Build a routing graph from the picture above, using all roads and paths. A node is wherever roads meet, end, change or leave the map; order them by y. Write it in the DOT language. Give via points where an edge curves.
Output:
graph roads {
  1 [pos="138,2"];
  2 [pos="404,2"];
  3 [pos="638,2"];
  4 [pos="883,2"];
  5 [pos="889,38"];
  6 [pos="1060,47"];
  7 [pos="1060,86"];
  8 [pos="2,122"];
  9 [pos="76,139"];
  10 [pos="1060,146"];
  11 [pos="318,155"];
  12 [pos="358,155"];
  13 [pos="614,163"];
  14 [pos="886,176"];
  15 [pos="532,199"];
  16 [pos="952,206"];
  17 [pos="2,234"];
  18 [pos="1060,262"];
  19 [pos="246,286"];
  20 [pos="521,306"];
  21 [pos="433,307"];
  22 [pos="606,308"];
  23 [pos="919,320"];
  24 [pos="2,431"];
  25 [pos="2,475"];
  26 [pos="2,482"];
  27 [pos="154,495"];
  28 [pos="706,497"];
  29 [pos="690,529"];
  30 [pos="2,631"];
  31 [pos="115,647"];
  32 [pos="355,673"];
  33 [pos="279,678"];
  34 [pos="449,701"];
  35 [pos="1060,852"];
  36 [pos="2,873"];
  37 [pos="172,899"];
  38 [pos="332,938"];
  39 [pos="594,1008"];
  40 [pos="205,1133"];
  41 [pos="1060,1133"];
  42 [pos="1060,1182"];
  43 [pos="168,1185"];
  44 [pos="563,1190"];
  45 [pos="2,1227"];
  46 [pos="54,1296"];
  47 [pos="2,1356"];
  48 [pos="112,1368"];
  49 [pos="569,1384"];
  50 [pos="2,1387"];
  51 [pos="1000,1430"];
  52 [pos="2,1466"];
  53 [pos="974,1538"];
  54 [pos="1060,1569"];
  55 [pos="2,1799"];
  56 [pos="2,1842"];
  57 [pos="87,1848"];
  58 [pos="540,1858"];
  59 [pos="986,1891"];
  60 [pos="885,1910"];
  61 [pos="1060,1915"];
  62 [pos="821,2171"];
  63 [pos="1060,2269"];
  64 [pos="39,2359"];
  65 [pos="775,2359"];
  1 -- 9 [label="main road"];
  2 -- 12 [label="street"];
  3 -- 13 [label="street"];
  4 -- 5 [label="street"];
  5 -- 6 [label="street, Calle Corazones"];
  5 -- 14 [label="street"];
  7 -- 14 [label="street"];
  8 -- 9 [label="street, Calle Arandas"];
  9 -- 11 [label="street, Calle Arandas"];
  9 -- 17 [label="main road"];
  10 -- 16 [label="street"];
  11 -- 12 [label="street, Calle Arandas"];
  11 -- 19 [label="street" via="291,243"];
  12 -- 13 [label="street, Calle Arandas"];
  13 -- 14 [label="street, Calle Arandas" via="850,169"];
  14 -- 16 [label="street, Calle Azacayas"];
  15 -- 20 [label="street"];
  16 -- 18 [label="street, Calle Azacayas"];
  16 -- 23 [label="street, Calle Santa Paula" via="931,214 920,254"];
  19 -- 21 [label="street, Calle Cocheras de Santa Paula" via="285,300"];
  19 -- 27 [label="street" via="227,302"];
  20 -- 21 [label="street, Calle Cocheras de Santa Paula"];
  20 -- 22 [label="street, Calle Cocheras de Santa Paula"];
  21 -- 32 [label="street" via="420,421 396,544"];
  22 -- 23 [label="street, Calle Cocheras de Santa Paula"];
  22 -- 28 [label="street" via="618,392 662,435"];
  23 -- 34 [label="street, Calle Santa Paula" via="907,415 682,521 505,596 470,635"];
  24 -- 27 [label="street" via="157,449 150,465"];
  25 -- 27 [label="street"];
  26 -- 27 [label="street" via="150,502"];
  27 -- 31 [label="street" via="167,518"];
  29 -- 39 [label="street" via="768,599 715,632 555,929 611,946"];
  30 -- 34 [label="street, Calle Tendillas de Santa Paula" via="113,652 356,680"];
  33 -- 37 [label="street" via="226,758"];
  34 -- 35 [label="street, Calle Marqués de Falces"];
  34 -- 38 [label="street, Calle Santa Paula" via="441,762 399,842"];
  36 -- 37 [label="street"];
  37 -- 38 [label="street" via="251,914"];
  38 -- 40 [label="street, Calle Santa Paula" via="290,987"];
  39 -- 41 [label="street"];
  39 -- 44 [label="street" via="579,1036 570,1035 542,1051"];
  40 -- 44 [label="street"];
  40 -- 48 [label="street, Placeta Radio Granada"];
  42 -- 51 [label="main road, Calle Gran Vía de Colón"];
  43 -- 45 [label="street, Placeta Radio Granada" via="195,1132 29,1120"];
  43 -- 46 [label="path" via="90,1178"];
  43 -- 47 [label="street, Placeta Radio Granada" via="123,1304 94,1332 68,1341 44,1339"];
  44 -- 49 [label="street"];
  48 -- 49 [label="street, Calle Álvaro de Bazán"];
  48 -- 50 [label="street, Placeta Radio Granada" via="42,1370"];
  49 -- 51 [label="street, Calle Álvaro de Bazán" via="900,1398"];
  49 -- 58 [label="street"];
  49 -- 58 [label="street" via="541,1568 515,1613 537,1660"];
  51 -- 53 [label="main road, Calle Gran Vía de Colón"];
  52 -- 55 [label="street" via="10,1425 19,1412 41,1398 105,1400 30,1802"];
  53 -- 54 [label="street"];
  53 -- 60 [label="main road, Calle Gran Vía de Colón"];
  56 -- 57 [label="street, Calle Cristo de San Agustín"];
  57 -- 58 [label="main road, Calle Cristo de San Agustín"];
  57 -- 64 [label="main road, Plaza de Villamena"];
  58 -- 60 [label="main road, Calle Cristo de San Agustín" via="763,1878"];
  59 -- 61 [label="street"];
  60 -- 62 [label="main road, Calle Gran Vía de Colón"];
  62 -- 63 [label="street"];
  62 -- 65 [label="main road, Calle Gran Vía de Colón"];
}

☆ ☆ ☆ ☆ ☆ ☆ ☆

→ What to produce
Would you transcribe the whole listing, keeping every character the same?

→ Response for this exercise
Build a routing graph from the picture above, using all roads and paths. A node is wherever roads meet, end, change or leave the map; order them by y. Write it in the DOT language. Give via points where an edge curves.
Output:
graph roads {
  1 [pos="138,2"];
  2 [pos="404,2"];
  3 [pos="638,2"];
  4 [pos="883,2"];
  5 [pos="889,38"];
  6 [pos="1060,47"];
  7 [pos="1060,86"];
  8 [pos="2,122"];
  9 [pos="76,139"];
  10 [pos="1060,146"];
  11 [pos="318,155"];
  12 [pos="358,155"];
  13 [pos="614,163"];
  14 [pos="886,176"];
  15 [pos="532,199"];
  16 [pos="952,206"];
  17 [pos="2,234"];
  18 [pos="1060,262"];
  19 [pos="246,286"];
  20 [pos="521,306"];
  21 [pos="433,307"];
  22 [pos="606,308"];
  23 [pos="919,320"];
  24 [pos="2,431"];
  25 [pos="2,475"];
  26 [pos="2,482"];
  27 [pos="154,495"];
  28 [pos="706,497"];
  29 [pos="690,529"];
  30 [pos="2,631"];
  31 [pos="115,647"];
  32 [pos="355,673"];
  33 [pos="279,678"];
  34 [pos="449,701"];
  35 [pos="1060,852"];
  36 [pos="2,873"];
  37 [pos="172,899"];
  38 [pos="332,938"];
  39 [pos="594,1008"];
  40 [pos="205,1133"];
  41 [pos="1060,1133"];
  42 [pos="1060,1182"];
  43 [pos="168,1185"];
  44 [pos="563,1190"];
  45 [pos="2,1227"];
  46 [pos="54,1296"];
  47 [pos="2,1356"];
  48 [pos="112,1368"];
  49 [pos="569,1384"];
  50 [pos="2,1387"];
  51 [pos="1000,1430"];
  52 [pos="2,1466"];
  53 [pos="974,1538"];
  54 [pos="1060,1569"];
  55 [pos="2,1799"];
  56 [pos="2,1842"];
  57 [pos="87,1848"];
  58 [pos="540,1858"];
  59 [pos="986,1891"];
  60 [pos="885,1910"];
  61 [pos="1060,1915"];
  62 [pos="821,2171"];
  63 [pos="1060,2269"];
  64 [pos="39,2359"];
  65 [pos="775,2359"];
  1 -- 9 [label="main road"];
  2 -- 12 [label="street"];
  3 -- 13 [label="street"];
  4 -- 5 [label="street"];
  5 -- 6 [label="street, Calle Corazones"];
  5 -- 14 [label="street"];
  7 -- 14 [label="street"];
  8 -- 9 [label="street, Calle Arandas"];
  9 -- 11 [label="street, Calle Arandas"];
  9 -- 17 [label="main road"];
  10 -- 16 [label="street"];
  11 -- 12 [label="street, Calle Arandas"];
  11 -- 19 [label="street" via="291,243"];
  12 -- 13 [label="street, Calle Arandas"];
  13 -- 14 [label="street, Calle Arandas" via="850,169"];
  14 -- 16 [label="street, Calle Azacayas"];
  15 -- 20 [label="street"];
  16 -- 18 [label="street, Calle Azacayas"];
  16 -- 23 [label="street, Calle Santa Paula" via="931,214 920,254"];
  19 -- 21 [label="street, Calle Cocheras de Santa Paula" via="285,300"];
  19 -- 27 [label="street" via="227,302"];
  20 -- 21 [label="street, Calle Cocheras de Santa Paula"];
  20 -- 22 [label="street, Calle Cocheras de Santa Paula"];
  21 -- 32 [label="street" via="420,421 396,544"];
  22 -- 23 [label="street, Calle Cocheras de Santa Paula"];
  22 -- 28 [label="street" via="618,392 662,435"];
  23 -- 34 [label="street, Calle Santa Paula" via="907,415 682,521 505,596 470,635"];
  24 -- 27 [label="street" via="157,449 150,465"];
  25 -- 27 [label="street"];
  26 -- 27 [label="street" via="150,502"];
  27 -- 31 [label="street" via="167,518"];
  29 -- 39 [label="street" via="768,599 715,632 555,929 611,946"];
  30 -- 34 [label="street, Calle Tendillas de Santa Paula" via="113,652 356,680"];
  33 -- 37 [label="street" via="226,758"];
  34 -- 35 [label="street, Calle Marqués de Falces"];
  34 -- 38 [label="street, Calle Santa Paula" via="441,762 399,842"];
  36 -- 37 [label="street"];
  37 -- 38 [label="street" via="251,914"];
  38 -- 40 [label="street, Calle Santa Paula" via="290,987"];
  39 -- 41 [label="street"];
  39 -- 44 [label="street" via="579,1036 570,1035 542,1051"];
  40 -- 44 [label="street"];
  40 -- 48 [label="street, Placeta Radio Granada"];
  42 -- 51 [label="main road, Calle Gran Vía de Colón"];
  43 -- 45 [label="street, Placeta Radio Granada" via="195,1132 29,1120"];
  43 -- 46 [label="path" via="90,1178"];
  43 -- 47 [label="street, Placeta Radio Granada" via="123,1304 94,1332 68,1341 44,1339"];
  44 -- 49 [label="street"];
  48 -- 49 [label="street, Calle Álvaro de Bazán"];
  48 -- 50 [label="street, Placeta Radio Granada" via="42,1370"];
  49 -- 51 [label="street, Calle Álvaro de Bazán" via="900,1398"];
  49 -- 58 [label="street"];
  49 -- 58 [label="street" via="541,1568 515,1613 537,1660"];
  51 -- 53 [label="main road, Calle Gran Vía de Colón"];
  52 -- 55 [label="street" via="10,1425 19,1412 41,1398 105,1400 30,1802"];
  53 -- 54 [label="street"];
  53 -- 60 [label="main road, Calle Gran Vía de Colón"];
  56 -- 57 [label="street, Calle Cristo de San Agustín"];
  57 -- 58 [label="main road, Calle Cristo de San Agustín"];
  57 -- 64 [label="main road, Plaza de Villamena"];
  58 -- 60 [label="main road, Calle Cristo de San Agustín" via="763,1878"];
  59 -- 61 [label="street"];
  60 -- 62 [label="main road, Calle Gran Vía de Colón"];
  62 -- 63 [label="street"];
  62 -- 65 [label="main road, Calle Gran Vía de Colón"];
}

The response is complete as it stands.